Даже в тяжелую минуту чувство юмора не покинуло Тейроне Клейнбои.
Как говорится, нищие не выбирают… А ему вот приходится выбирать среди нищих.
Другого выхода у него нет, время почти на исходе. Он торопливо осматривал киоски на перекрестке, ища помощника, напарника. Он вздрогнул, услышав совсем рядом чей-то голос, и увидел того бродягу. Как он подошел? Видимо, бродяга двигался бесшумно, как во сне. Грязь покрывала его физиономию сплошной коркой. К своему удивлению, Тейроне заметил, что бродяга — белый. Просто сильно загорел и, должно быть, не мылся с детства. В выцветшем синем комбинезоне, под которым виднелся драный оранжевый свитер. С загорелого почти дочерна лица смотрели ярко-голубые глаза.
— Слышь, брат, — просипел бродяга, — я сегодня ничего не ел.
Тейроне хотелось ответить: «Какой я тебе брат? Ты белый и сегодня готов побрататься с любым, лишь бы он подкинул на бутылку… Наверное, раньше не так было?» Но он ничего не сказал и только внимательнее вгляделся в бродягу. От многолетних наслоений грязи лицо его было серо-коричневым. Издали он вполне мог сойти за цветного.

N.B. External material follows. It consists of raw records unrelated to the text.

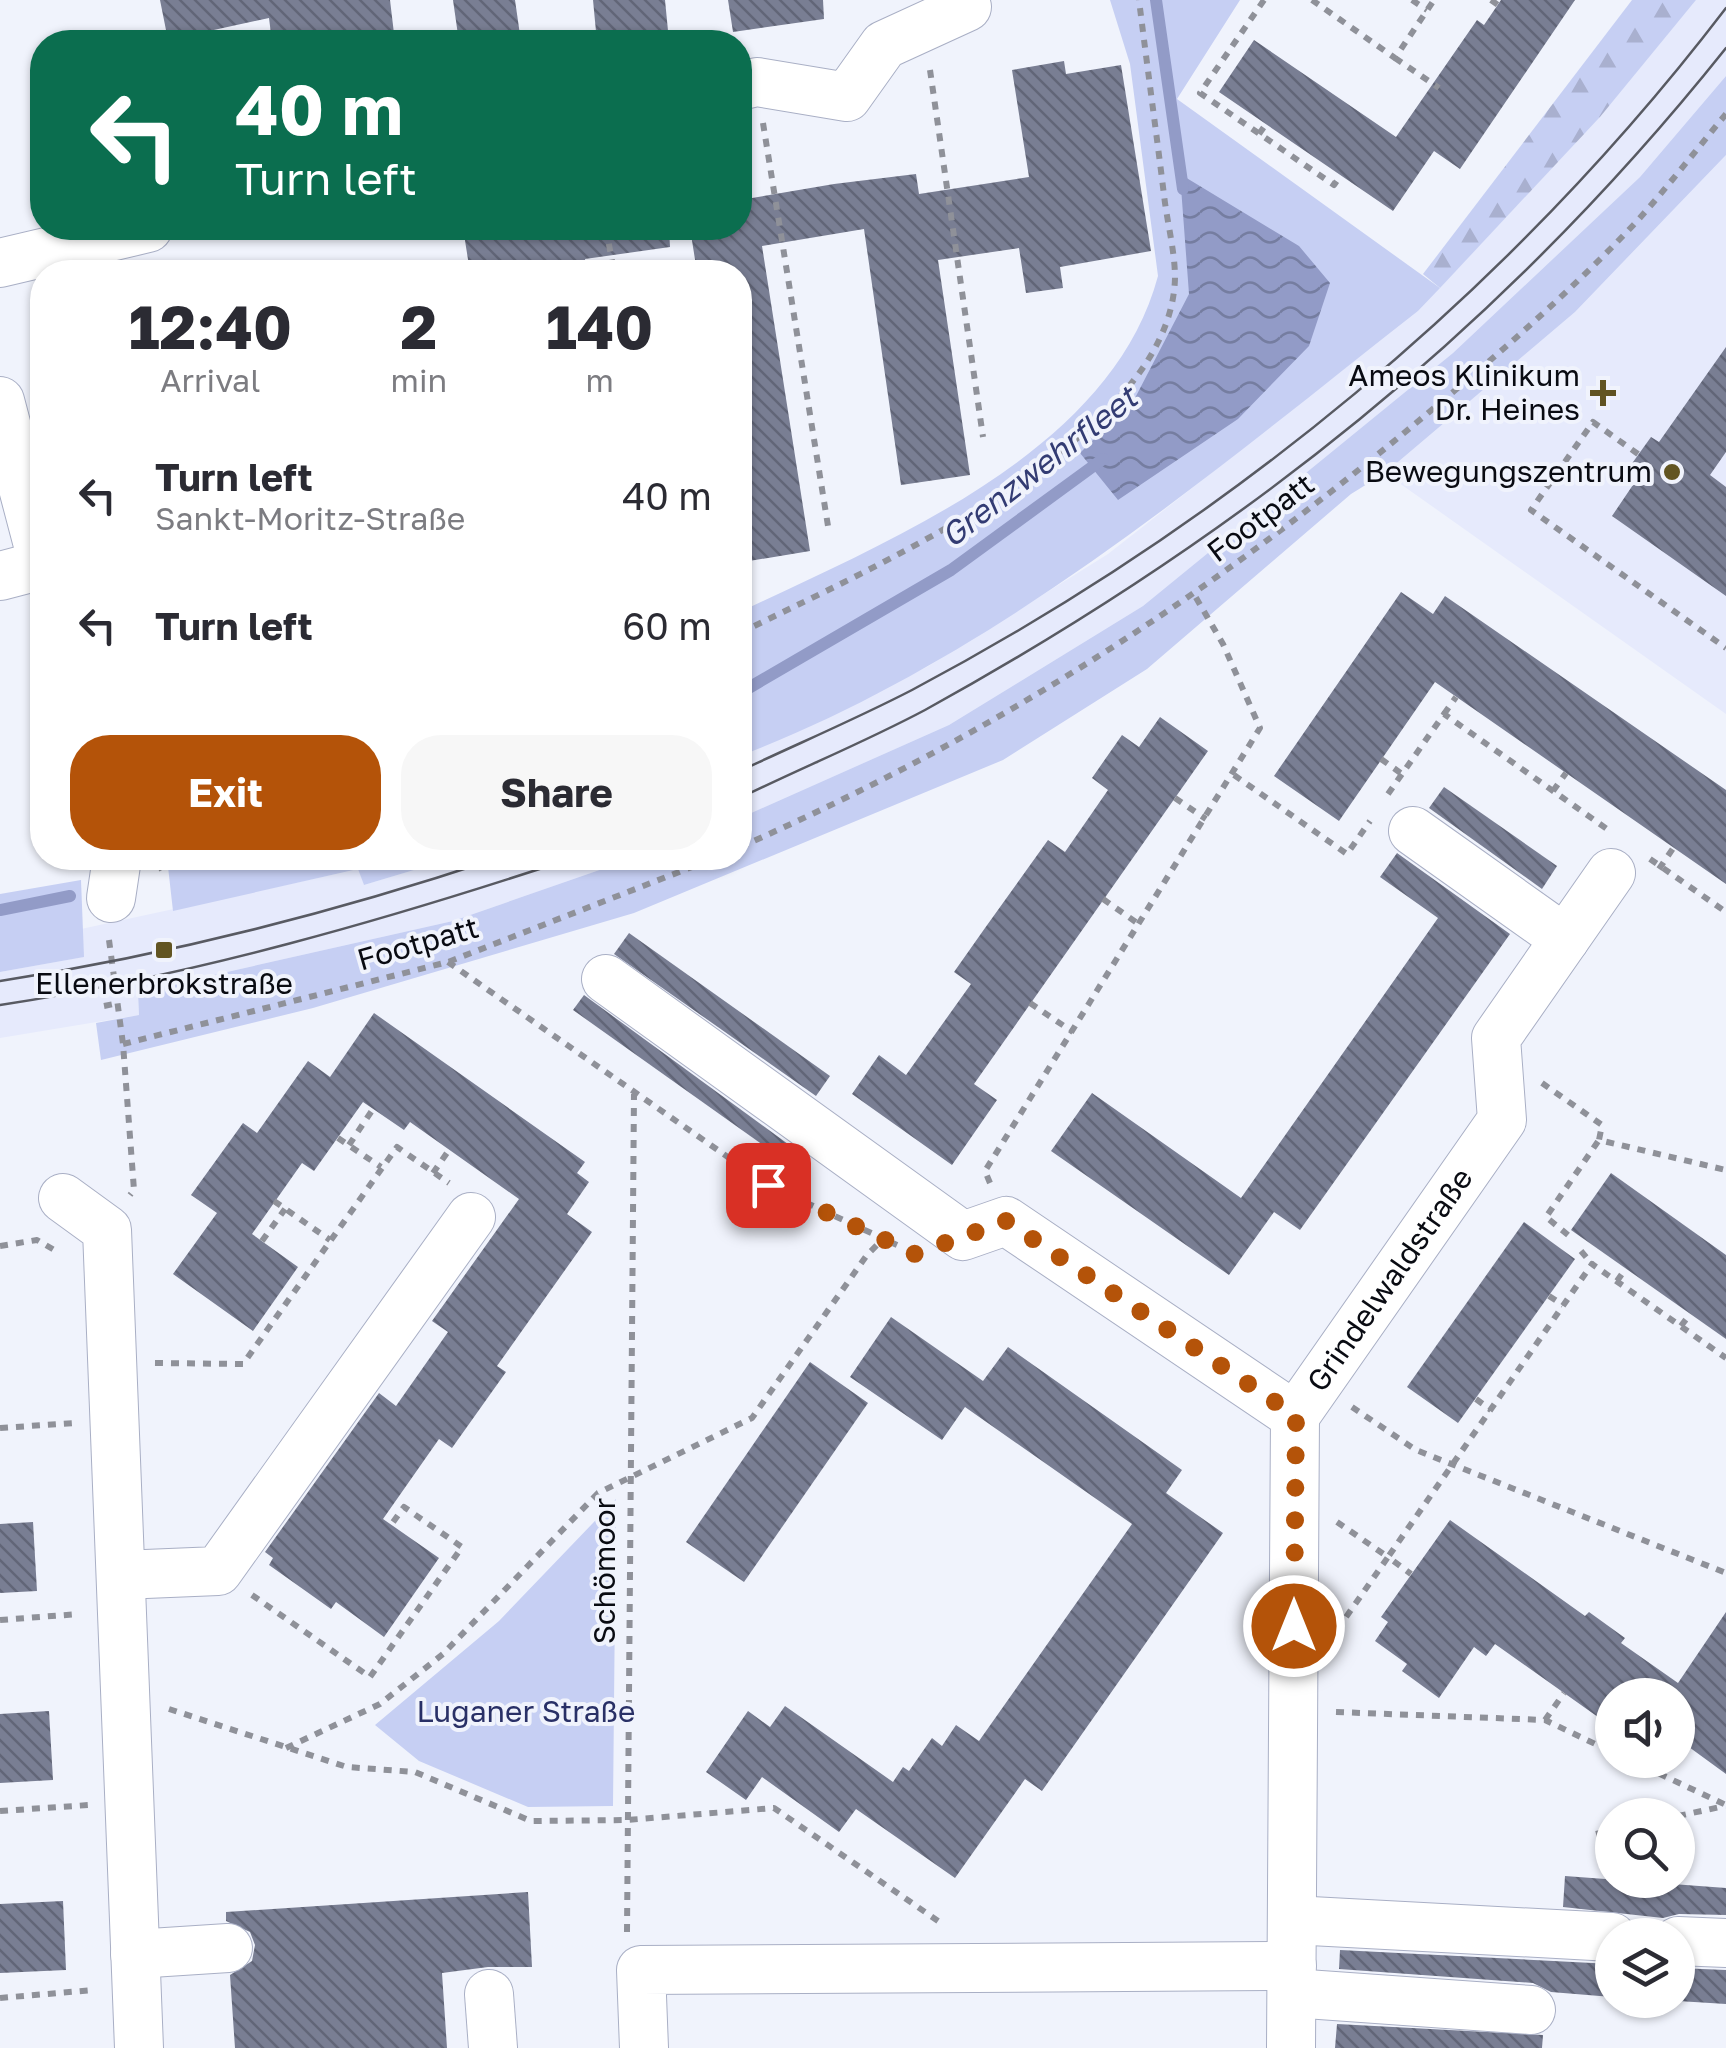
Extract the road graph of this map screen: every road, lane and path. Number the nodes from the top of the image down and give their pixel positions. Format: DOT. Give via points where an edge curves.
graph roads {
  1 [pos="1139,0"];
  2 [pos="1264,0"];
  3 [pos="1312,0"];
  4 [pos="1412,0"];
  5 [pos="1434,0"];
  6 [pos="967,7"];
  7 [pos="1427,10"];
  8 [pos="924,24"];
  9 [pos="1395,58"];
  10 [pos="752,84"];
  11 [pos="1439,88"];
  12 [pos="752,106"];
  13 [pos="1726,114"];
  14 [pos="1266,124"];
  15 [pos="1260,134"];
  16 [pos="1341,175"];
  17 [pos="97,240"];
  18 [pos="0,263"];
  19 [pos="0,401"];
  20 [pos="983,436"];
  21 [pos="1638,454"];
  22 [pos="30,516"];
  23 [pos="828,526"];
  24 [pos="30,566"];
  25 [pos="0,576"];
  26 [pos="1195,596"];
  27 [pos="752,626"];
  28 [pos="1726,648"];
  29 [pos="1456,697"];
  30 [pos="1444,714"];
  31 [pos="1382,759"];
  32 [pos="1566,773"];
  33 [pos="1402,774"];
  34 [pos="1234,775"];
  35 [pos="1553,791"];
  36 [pos="1175,798"];
  37 [pos="1206,819"];
  38 [pos="1413,831"];
  39 [pos="752,842"];
  40 [pos="1674,848"];
  41 [pos="1624,854"];
  42 [pos="1660,866"];
  43 [pos="684,870"];
  44 [pos="114,878"];
  45 [pos="1103,899"];
  46 [pos="1726,912"];
  47 [pos="1140,925"];
  48 [pos="1565,939"];
  49 [pos="448,962"];
  50 [pos="606,979"];
  51 [pos="119,1003"];
  52 [pos="1030,1003"];
  53 [pos="104,1006"];
  54 [pos="1072,1032"];
  55 [pos="123,1044"];
  56 [pos="1532,1076"];
  57 [pos="634,1094"];
  58 [pos="373,1109"];
  59 [pos="338,1138"];
  60 [pos="1600,1140"];
  61 [pos="348,1145"];
  62 [pos="450,1150"];
  63 [pos="381,1167"];
  64 [pos="1726,1170"];
  65 [pos="434,1172"];
  66 [pos="63,1198"];
  67 [pos="274,1201"];
  68 [pos="464,1203"];
  69 [pos="285,1209"];
  70 [pos="1006,1221"];
  71 [pos="107,1230"];
  72 [pos="1568,1235"];
  73 [pos="884,1239"];
  74 [pos="330,1240"];
  75 [pos="262,1241"];
  76 [pos="0,1246"];
  77 [pos="900,1246"];
  78 [pos="1581,1250"];
  79 [pos="1592,1264"];
  80 [pos="1626,1268"];
  81 [pos="109,1280"];
  82 [pos="1617,1281"];
  83 [pos="1549,1296"];
  84 [pos="1563,1305"];
  85 [pos="1690,1314"];
  86 [pos="1681,1326"];
  87 [pos="1726,1358"];
  88 [pos="112,1362"];
  89 [pos="1476,1399"];
  90 [pos="1307,1400"];
  91 [pos="1491,1410"];
  92 [pos="114,1420"];
  93 [pos="0,1428"];
  94 [pos="1453,1464"];
  95 [pos="628,1478"];
  96 [pos="1295,1493"];
  97 [pos="391,1525"];
  98 [pos="1388,1557"];
  99 [pos="218,1571"];
  100 [pos="1726,1572"];
  101 [pos="1411,1574"];
  102 [pos="121,1593"];
  103 [pos="0,1620"];
  104 [pos="1336,1633"];
  105 [pos="1564,1693"];
  106 [pos="126,1694"];
  107 [pos="1294,1710"];
  108 [pos="1545,1720"];
  109 [pos="1595,1744"];
  110 [pos="285,1748"];
  111 [pos="1668,1778"];
  112 [pos="130,1802"];
  113 [pos="1726,1805"];
  114 [pos="0,1811"];
  115 [pos="1695,1812"];
  116 [pos="626,1820"];
  117 [pos="944,1924"];
  118 [pos="627,1934"];
  119 [pos="227,1936"];
  120 [pos="1595,1938"];
  121 [pos="1695,1942"];
  122 [pos="1726,1944"];
  123 [pos="136,1957"];
  124 [pos="1292,1960"];
  125 [pos="490,1994"];
  126 [pos="0,1998"];
  127 [pos="1531,2010"];
  128 [pos="139,2048"];
  129 [pos="493,2048"];
  130 [pos="644,2048"];
  131 [pos="1292,2048"];
  1 -- 27 [label="path" via="1174,278 1166,324 1142,369 1097,424 947,529"];
  2 -- 15 [label="path" via="1200,93"];
  3 -- 9 [label="path"];
  4 -- 7 [label="path"];
  5 -- 7 [label="path"];
  6 -- 8 [label="street"];
  7 -- 9 [label="path"];
  8 -- 10 [label="street" via="884,45 847,96"];
  8 -- 20 [label="path"];
  9 -- 11 [label="path"];
  12 -- 23 [label="path"];
  13 -- 26 [label="path, Footpatt" via="1638,219 1480,370"];
  14 -- 15 [label="path"];
  15 -- 16 [label="path" via="1334,185"];
  17 -- 18 [label="street"];
  19 -- 22 [label="street"];
  21 -- 28 [label="path" via="1593,422 1530,510"];
  24 -- 25 [label="street"];
  26 -- 34 [label="path" via="1260,728"];
  26 -- 39 [label="path, Footpatt" via="990,725"];
  29 -- 30 [label="path"];
  30 -- 33 [label="path"];
  30 -- 35 [label="path"];
  31 -- 33 [label="path"];
  32 -- 35 [label="path"];
  33 -- 34 [label="path" via="1347,854"];
  34 -- 37 [label="path"];
  35 -- 41 [label="path"];
  36 -- 37 [label="path"];
  37 -- 47 [label="path"];
  38 -- 48 [label="street"];
  40 -- 42 [label="path"];
  41 -- 42 [label="path"];
  41 -- 48 [label="street"];
  42 -- 46 [label="path"];
  43 -- 49 [label="path, Footpatt"];
  44 -- 51 [label="path" via="109,942"];
  45 -- 47 [label="path"];
  47 -- 54 [label="path"];
  48 -- 90 [label="street, Grindelwaldstraße" via="1496,1038 1502,1120"];
  49 -- 55 [label="path, Footpatt"];
  49 -- 57 [label="path"];
  50 -- 70 [label="street" via="963,1236"];
  51 -- 53 [label="path"];
  51 -- 55 [label="path"];
  52 -- 54 [label="path"];
  54 -- 70 [label="path" via="985,1171"];
  55 -- 71 [label="path" via="134,1190"];
  56 -- 60 [label="path" via="1602,1125"];
  57 -- 73 [label="path" via="768,1185"];
  57 -- 95 [label="path, Schömoor"];
  58 -- 61 [label="path"];
  59 -- 61 [label="path"];
  60 -- 64 [label="path"];
  60 -- 72 [label="path" via="1546,1217"];
  61 -- 63 [label="path"];
  62 -- 65 [label="path"];
  63 -- 65 [label="path" via="396,1147"];
  63 -- 74 [label="path"];
  65 -- 68 [label="path"];
  66 -- 71 [label="street"];
  67 -- 69 [label="path"];
  68 -- 99 [label="street"];
  69 -- 74 [label="path"];
  69 -- 75 [label="path"];
  70 -- 90 [label="street"];
  71 -- 81 [label="street"];
  73 -- 77 [label="path"];
  73 -- 95 [label="path" via="752,1418"];
  74 -- 88 [label="path" via="243,1364"];
  76 -- 81 [label="path" via="37,1240"];
  78 -- 79 [label="path"];
  79 -- 82 [label="path"];
  79 -- 84 [label="path"];
  80 -- 82 [label="path"];
  81 -- 88 [label="street"];
  82 -- 86 [label="path"];
  83 -- 84 [label="path"];
  84 -- 91 [label="path"];
  85 -- 86 [label="path"];
  86 -- 87 [label="path"];
  88 -- 92 [label="street"];
  89 -- 91 [label="path"];
  90 -- 94 [label="path"];
  90 -- 96 [label="street, Grindelwaldstraße"];
  91 -- 94 [label="path"];
  92 -- 93 [label="path"];
  92 -- 102 [label="street"];
  94 -- 98 [label="path"];
  94 -- 100 [label="path"];
  95 -- 110 [label="path" via="598,1493 560,1527 506,1592 380,1704"];
  95 -- 116 [label="path, Schömoor"];
  96 -- 98 [label="path"];
  96 -- 107 [label="street, Grindelwaldstraße"];
  97 -- 99 [label="path" via="404,1507 462,1547 370,1678"];
  98 -- 101 [label="path"];
  98 -- 104 [label="path"];
  99 -- 102 [label="street"];
  102 -- 103 [label="path"];
  102 -- 106 [label="street"];
  105 -- 108 [label="path"];
  106 -- 110 [label="path"];
  106 -- 112 [label="street"];
  107 -- 108 [label="path"];
  107 -- 124 [label="street, Grindelwaldstraße"];
  108 -- 109 [label="path"];
  110 -- 116 [label="path" via="347,1766 415,1772 531,1821"];
  111 -- 113 [label="path"];
  112 -- 114 [label="path"];
  112 -- 123 [label="street"];
  113 -- 115 [label="path"];
  116 -- 117 [label="path" via="774,1808"];
  116 -- 118 [label="path, Schömoor"];
  119 -- 123 [label="street"];
  120 -- 124 [label="street"];
  121 -- 122 [label="street"];
  123 -- 126 [label="path"];
  123 -- 128 [label="street"];
  124 -- 127 [label="street"];
  124 -- 130 [label="street" via="641,1970"];
  124 -- 131 [label="street, Grindelwaldstraße"];
  125 -- 129 [label="street"];
}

Раньше Тейроне и в голову не приходило просить помощи у белых. Потому что те, кому можно довериться, не станут помогать цветному в его неприятностях. А остальные…
— Покажи-ка руки…
— Чего? — удивился бродяга.
— Руки, говорю, покажи!
Бродяга медленно вытянул руки ладонями вверх. Тейроне посмотрел на них. Руки не дрожали.
— На тике сидишь? — спросил Тейроне.
— Тик — не моя тема.
— А какая твоя?
— Травка, — с оттенком гордости ответил новый знакомый.
— Когда ты последний раз курил марихуану?
— Позавчера. Но сейчас я голодаю, брат! Помоги чем можешь…
— Как тебя зовут?
— Бобби.
— Бобби… а дальше?
— Бобби ван дер Вальт.
Тейроне даже рассмеялся — он не ожидал услышать такое цветистое имя из уст бродяги.
— Ясно, Бобби, значит, тебе нужны деньги?
— Да, очень нужны.
— Если хочешь, дам заработать. — Тейроне заметил, как бродяга поскучнел, и поспешил добавить: — Работенка легкая и непыльная!
Голубые глаза посмотрели на него подозрительно.
— Что за работенка?
— Все законно. Легкий заработок. Сотня рандов за десять минут трудов.
— Что я должен делать?
— Видишь эстакаду? — Тейроне показал на эстакаду М11, которая проходила над станцией на бетонных опорах.
— Хоть я и уважаю травку, мозги еще не прокурил, — с достоинством ответил Бобби ван дер Вальт. — Вижу. Там Тини-Мейер-роуд.
— Все верно, брат, — кивнул Тейроне. — А теперь слушай, что тебе надо сделать.
Въехав в Стелленбос и обшаривая взглядом Берд-стрит в поисках винного магазина, Бенни Гриссел думал: продержался четыреста двадцать три дня. Четыреста двадцать три долгих, трудных дня. Он каждый день боролся. Речь шла не о политической борьбе. Он боролся с самим собой, боролся за выживание. «Ну и хрен с ним», — возражал внутренний голос. А другой отвечал ему: «Как ты расскажешь доктору, почему ты выкинул псу под хвост четыреста двадцать три дня? И Алексе тебе тоже придется признаться».